Brigham and Women's Hospital (Boston). In 1980, three of Boston's oldest hospitals — the Peter Bent Brigham Hospital, the Robert Breck Brigham Hospital and the Boston Hospital for Women — merged to form Brigham and Women's Hospital, which now serves patients from across the nation and 120 countries around the globe.
Brigham and Women's, a 779-bed hospital with more than 150 affiliated outpatient practices, is internationally renowned as a referral center for complex cases and has consistently ranked in the top 10 of U.S. News & World Report's Best Hospitals. In 2013, the facility placed as one of the top 10 hospitals in the country for several specialties including cancer, cardiology and heart surgery, diabetes and endocrinology, gynecology, nephrology and rheumatology.
In addition to its role as a leader in patient care, Brigham and Women's is also a major research hub. Its Biomedical Research Institute is the second largest recipient of National Institutes of Health funding among independent hospitals in the U.S., and more than 1,000 principal investigators are supported by more than $640 million in total research funding.
Brigham and Women's has a strong history of pioneering clinical breakthroughs.
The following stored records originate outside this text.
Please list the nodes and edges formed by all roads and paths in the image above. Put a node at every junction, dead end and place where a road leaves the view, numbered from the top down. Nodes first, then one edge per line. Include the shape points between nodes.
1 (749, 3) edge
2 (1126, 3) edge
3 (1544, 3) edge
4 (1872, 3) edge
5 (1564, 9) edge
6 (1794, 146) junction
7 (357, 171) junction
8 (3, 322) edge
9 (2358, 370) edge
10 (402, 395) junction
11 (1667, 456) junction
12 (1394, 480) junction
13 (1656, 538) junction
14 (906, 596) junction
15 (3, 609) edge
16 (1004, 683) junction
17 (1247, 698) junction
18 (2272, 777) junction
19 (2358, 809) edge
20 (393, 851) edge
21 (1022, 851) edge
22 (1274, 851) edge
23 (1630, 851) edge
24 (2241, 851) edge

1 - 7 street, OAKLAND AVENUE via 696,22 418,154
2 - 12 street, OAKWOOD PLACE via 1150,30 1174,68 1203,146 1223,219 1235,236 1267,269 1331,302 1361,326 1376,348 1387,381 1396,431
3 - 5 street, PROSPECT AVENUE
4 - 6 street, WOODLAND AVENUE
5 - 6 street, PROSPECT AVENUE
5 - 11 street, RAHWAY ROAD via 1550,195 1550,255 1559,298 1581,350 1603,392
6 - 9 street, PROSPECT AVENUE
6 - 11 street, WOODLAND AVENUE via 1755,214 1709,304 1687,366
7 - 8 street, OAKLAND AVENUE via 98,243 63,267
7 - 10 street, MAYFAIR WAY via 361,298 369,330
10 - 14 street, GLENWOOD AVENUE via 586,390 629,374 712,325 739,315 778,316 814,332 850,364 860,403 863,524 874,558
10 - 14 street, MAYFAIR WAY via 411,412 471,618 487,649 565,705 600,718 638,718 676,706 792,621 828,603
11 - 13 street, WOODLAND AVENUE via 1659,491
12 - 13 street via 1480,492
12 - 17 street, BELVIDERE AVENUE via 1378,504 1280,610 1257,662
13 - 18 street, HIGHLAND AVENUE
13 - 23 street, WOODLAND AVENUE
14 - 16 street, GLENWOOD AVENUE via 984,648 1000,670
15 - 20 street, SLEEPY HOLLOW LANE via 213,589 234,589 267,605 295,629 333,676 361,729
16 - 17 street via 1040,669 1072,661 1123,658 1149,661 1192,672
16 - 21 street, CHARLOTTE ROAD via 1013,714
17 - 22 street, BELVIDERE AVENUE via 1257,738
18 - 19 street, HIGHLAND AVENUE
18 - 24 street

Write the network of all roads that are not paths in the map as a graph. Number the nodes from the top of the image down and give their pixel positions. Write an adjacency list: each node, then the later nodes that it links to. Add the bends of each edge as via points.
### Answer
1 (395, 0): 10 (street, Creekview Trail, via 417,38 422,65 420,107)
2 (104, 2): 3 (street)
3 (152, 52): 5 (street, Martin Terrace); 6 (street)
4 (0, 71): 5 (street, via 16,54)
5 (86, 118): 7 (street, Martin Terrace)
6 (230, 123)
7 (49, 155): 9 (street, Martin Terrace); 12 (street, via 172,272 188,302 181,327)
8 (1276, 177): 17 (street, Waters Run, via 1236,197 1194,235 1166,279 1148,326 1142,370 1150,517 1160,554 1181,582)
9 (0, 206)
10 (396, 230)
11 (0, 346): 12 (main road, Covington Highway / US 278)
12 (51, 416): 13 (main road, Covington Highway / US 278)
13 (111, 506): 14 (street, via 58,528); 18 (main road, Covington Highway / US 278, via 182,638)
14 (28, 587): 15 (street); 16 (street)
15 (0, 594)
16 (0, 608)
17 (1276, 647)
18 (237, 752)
In 1954 at Peter Bent Brigham Hospital, for example, physicians performed the world's first successful human organ transplant, and, in 1995, physicians at Brigham and Women's performed the nation's first triple-organ transplant.
Other research achievements include the development of a computerized drug-order entry system that reduced the incidence of serious medication-related errors by 55 percent in 1999 and resetting national standards for cholesterol lowering in coronary heart disease in 2005.